There are many less-than-adequate ways to measure the cost of an algorithm. The most common of these is to measure the real running time of the algorithm, how many seconds it takes to run. While two algorithms can be compared empirically, there are many drawbacks to and significant difficulties in doing so.
Different implementations of the same algorithm can give different empirical results. Timing results depend on the language used to write the algorithm, the compiler used to compile it, what data structures and methods the programmer used in coding the algorithm, the innate talent of the programmer, etc. Two implementations of the same “algorithm” can yield extremely different timing results.
Platform dependency is also a hurdle for empirical data. Let’s say I tell you that algorithm 1 ran in 10 seconds on computer 1 and algorithm 2 ran in 20 seconds on computer 2. Which algorithm is better? If you’re able to give me an answer, think again. I haven’t told you anything about either machine. One of them could be using a 25Mhz processor while the other could be using a 1000 MHz processor. One of them could be using a RISC chip while the other could be using a CISC chip (if this doesn’t make any sense to you, don’t worry about it). One of the machines could have many users using it concurrently while the other’s resources could be allocated exclusively for this algorithm.
“But wait” you say, “why can’t we just run both algorithms on the same machine. Won’t this solve the problem?” Yes. It will solve THIS problem. But there are others.

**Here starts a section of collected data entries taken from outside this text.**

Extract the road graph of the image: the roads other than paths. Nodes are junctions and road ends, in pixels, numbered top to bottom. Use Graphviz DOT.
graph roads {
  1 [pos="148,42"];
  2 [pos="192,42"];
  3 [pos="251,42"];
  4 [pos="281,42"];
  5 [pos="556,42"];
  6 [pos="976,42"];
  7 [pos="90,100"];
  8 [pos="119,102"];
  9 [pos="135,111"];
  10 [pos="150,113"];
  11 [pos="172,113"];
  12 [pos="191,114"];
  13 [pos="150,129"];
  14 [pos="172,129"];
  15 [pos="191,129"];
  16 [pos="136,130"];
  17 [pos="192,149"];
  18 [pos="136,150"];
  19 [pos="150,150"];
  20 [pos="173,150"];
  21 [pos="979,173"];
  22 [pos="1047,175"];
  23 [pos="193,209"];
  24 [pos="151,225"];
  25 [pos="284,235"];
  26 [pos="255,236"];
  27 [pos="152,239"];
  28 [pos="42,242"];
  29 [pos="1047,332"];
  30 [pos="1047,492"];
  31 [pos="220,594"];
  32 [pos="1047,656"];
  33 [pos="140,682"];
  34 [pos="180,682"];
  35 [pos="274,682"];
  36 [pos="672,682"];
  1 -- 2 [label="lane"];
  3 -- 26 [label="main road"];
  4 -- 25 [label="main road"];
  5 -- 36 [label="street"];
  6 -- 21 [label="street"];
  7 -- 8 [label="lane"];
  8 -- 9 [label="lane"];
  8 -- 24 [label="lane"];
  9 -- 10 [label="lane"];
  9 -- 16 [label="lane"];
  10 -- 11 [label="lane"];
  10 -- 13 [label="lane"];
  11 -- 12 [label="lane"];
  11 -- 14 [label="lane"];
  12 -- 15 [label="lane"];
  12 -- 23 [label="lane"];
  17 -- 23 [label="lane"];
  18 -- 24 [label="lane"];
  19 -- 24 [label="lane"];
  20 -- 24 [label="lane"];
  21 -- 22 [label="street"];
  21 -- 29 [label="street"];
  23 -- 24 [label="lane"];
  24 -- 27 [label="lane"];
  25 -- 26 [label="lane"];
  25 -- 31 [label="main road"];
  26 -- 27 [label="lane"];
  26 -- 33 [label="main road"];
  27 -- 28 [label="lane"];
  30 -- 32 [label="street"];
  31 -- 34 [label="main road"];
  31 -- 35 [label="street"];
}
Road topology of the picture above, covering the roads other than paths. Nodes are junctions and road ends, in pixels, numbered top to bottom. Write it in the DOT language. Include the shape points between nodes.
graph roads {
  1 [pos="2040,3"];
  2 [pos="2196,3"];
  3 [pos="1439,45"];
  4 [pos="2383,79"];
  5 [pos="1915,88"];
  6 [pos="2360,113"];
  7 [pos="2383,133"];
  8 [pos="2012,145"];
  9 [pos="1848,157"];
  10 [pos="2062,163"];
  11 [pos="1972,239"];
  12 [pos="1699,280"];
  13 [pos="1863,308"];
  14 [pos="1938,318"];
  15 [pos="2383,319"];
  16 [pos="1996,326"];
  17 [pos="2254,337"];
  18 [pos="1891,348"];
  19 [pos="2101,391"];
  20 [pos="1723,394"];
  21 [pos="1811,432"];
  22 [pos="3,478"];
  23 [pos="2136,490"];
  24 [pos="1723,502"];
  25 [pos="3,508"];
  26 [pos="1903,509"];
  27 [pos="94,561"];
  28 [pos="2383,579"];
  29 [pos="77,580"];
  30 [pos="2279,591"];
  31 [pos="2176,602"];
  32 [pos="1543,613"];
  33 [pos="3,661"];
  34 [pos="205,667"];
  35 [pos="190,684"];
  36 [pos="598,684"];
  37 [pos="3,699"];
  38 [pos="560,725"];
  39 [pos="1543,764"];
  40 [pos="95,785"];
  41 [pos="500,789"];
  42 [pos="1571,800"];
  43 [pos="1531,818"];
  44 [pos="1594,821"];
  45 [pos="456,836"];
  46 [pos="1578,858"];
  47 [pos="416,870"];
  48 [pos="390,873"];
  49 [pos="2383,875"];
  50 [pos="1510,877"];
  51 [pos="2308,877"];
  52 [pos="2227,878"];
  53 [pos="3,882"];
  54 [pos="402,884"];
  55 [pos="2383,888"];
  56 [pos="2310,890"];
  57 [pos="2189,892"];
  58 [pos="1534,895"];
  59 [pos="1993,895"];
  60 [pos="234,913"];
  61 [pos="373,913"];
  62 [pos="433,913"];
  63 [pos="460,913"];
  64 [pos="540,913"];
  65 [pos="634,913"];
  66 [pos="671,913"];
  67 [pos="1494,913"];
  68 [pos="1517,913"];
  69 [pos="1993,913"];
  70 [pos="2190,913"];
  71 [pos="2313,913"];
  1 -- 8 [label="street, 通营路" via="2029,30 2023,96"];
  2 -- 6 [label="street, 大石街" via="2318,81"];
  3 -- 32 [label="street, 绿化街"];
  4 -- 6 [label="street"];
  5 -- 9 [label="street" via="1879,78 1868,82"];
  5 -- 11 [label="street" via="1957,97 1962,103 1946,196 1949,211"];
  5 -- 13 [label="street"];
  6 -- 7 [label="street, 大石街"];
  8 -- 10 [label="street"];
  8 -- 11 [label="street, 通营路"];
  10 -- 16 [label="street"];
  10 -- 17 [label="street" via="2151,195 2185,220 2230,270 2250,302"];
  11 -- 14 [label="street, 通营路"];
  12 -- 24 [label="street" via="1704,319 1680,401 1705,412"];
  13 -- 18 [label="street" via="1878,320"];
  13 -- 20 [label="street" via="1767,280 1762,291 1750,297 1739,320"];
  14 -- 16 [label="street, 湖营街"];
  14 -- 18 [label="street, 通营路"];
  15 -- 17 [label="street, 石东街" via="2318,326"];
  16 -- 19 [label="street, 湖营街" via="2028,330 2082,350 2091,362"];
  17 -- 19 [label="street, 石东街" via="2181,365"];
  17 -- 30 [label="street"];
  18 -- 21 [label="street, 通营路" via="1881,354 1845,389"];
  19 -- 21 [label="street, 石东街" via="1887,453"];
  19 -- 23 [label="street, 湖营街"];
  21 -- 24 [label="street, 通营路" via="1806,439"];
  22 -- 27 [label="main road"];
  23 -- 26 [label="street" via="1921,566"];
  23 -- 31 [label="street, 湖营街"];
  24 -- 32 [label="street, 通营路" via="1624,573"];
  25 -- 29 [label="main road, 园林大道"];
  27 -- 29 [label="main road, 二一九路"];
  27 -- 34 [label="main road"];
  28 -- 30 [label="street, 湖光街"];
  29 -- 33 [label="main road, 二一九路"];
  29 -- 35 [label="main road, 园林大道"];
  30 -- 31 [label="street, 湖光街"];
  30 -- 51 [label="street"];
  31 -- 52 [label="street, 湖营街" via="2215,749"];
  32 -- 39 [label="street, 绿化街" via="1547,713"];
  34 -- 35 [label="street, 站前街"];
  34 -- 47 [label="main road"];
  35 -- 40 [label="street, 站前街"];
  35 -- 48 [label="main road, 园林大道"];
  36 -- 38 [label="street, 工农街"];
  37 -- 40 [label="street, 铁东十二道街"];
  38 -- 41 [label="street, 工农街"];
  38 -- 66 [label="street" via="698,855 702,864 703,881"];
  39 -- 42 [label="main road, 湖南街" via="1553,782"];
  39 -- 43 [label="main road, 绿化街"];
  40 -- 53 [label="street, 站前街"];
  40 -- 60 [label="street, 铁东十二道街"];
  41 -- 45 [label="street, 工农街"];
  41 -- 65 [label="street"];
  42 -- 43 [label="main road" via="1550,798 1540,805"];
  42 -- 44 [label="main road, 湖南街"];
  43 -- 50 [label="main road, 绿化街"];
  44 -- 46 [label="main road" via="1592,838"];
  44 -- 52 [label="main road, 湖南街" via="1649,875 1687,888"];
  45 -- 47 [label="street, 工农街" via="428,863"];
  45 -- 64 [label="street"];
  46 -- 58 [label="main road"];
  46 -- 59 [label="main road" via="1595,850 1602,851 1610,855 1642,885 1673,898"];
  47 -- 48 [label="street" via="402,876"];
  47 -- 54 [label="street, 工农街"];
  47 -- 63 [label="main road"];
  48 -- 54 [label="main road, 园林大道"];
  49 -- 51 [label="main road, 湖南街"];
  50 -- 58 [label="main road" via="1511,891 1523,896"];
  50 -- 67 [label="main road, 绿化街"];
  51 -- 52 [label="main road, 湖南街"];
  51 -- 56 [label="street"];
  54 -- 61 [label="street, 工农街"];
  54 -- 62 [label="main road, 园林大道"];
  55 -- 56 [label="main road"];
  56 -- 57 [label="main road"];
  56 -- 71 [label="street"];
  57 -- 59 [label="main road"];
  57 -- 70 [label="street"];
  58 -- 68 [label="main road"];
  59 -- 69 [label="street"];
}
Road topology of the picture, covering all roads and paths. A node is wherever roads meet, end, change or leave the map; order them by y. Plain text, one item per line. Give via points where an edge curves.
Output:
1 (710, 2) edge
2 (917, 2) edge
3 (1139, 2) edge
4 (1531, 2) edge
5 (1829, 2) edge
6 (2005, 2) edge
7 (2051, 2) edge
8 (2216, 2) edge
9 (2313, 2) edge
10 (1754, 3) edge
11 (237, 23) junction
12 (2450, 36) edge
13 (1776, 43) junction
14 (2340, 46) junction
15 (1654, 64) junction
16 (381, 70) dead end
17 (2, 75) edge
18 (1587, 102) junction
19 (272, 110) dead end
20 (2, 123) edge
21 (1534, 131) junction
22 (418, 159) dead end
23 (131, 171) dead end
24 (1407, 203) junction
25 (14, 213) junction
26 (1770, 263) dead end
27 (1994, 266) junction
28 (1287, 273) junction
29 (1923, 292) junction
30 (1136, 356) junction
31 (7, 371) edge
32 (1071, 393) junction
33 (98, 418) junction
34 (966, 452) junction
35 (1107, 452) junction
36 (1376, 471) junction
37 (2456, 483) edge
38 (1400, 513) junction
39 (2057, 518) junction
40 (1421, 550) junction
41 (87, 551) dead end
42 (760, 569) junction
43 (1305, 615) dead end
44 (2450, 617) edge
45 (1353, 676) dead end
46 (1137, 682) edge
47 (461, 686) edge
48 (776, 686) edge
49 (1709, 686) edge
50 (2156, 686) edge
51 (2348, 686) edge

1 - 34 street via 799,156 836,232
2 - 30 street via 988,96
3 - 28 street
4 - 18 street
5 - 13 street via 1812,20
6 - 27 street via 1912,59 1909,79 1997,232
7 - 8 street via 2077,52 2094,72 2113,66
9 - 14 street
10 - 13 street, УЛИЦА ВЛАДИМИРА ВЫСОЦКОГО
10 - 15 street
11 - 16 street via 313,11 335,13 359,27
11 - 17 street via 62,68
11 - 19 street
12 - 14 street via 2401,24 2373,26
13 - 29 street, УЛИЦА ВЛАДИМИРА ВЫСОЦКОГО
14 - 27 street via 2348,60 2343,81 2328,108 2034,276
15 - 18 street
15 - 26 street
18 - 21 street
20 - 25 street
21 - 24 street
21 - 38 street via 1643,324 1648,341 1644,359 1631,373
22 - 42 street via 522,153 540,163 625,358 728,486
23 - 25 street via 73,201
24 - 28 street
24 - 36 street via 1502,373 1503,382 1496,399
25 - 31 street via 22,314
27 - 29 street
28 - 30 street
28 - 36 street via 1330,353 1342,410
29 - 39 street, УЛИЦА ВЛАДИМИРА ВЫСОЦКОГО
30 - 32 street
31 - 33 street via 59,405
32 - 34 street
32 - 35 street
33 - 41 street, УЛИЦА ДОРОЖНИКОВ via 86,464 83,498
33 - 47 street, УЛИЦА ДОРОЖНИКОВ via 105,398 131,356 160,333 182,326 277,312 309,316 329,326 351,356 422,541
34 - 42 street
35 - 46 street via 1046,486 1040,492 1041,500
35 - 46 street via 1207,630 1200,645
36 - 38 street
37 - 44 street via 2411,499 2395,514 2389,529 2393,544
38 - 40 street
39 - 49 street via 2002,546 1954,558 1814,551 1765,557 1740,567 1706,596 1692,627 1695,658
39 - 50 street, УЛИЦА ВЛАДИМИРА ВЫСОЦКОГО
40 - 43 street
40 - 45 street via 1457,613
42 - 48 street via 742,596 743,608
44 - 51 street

Algorithms do something. That may seem like a simple and dumb statement, but it really isn’t. The purpose of an algorithm is to solve some problem, to do something. But how big is this problem? In other words, what is the input size? Certain algorithms may run better on different sized inputs. Let’s say we have two sorting algorithms, and we run them both on the same machine. We have algorithm 1 sort 100 data elements, and it takes 100 seconds. We have algorithm 2 sort 100 data elements and it takes 200 seconds. So is algorithm 1 better? Now lets run them both on 1,000 data elements. Algorithm 1 takes 10,000 seconds and algorithm 2 takes 2000 seconds. What happened? Is algorithm 2 now better? As you can see, the ratio of their running times depended on the input size.